INPUT DATA START

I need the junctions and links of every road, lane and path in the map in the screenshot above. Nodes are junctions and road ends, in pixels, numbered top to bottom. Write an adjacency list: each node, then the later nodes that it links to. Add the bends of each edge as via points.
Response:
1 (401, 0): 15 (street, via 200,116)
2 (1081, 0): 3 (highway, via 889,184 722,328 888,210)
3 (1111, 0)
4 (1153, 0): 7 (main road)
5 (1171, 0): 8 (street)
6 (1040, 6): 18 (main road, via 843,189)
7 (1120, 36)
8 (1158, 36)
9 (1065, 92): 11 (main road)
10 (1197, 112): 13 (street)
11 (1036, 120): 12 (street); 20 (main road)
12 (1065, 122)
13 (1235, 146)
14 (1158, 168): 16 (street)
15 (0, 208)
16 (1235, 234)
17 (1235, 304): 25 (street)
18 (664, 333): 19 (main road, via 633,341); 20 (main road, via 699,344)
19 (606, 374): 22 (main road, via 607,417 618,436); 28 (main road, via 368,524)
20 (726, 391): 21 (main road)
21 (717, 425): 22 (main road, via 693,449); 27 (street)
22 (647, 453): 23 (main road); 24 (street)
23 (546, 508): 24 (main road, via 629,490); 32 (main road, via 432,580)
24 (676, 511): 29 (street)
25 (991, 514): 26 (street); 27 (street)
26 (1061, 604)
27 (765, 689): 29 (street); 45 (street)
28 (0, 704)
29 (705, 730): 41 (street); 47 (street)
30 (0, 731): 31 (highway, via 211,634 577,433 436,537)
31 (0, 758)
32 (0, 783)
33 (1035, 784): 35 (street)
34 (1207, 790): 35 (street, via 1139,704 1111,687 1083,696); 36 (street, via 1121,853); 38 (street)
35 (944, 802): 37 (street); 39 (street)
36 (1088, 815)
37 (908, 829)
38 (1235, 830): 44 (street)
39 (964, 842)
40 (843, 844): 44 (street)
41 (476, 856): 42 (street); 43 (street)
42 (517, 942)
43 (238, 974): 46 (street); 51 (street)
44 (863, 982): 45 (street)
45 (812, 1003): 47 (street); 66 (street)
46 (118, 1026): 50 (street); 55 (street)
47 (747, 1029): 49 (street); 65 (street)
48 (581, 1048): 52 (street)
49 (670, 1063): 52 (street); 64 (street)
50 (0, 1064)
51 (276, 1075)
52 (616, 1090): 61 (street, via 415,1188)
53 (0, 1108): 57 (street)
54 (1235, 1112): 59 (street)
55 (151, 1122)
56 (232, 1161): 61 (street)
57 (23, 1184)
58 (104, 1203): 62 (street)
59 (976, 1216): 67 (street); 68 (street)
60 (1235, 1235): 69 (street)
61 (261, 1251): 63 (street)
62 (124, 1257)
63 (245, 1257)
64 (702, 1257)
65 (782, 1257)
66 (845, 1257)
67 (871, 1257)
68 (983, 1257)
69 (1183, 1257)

INPUT DATA END

[TASK GOAL] Give only the count of lines in the data that include the string "highway".

[EXERCISE ANSWER] 2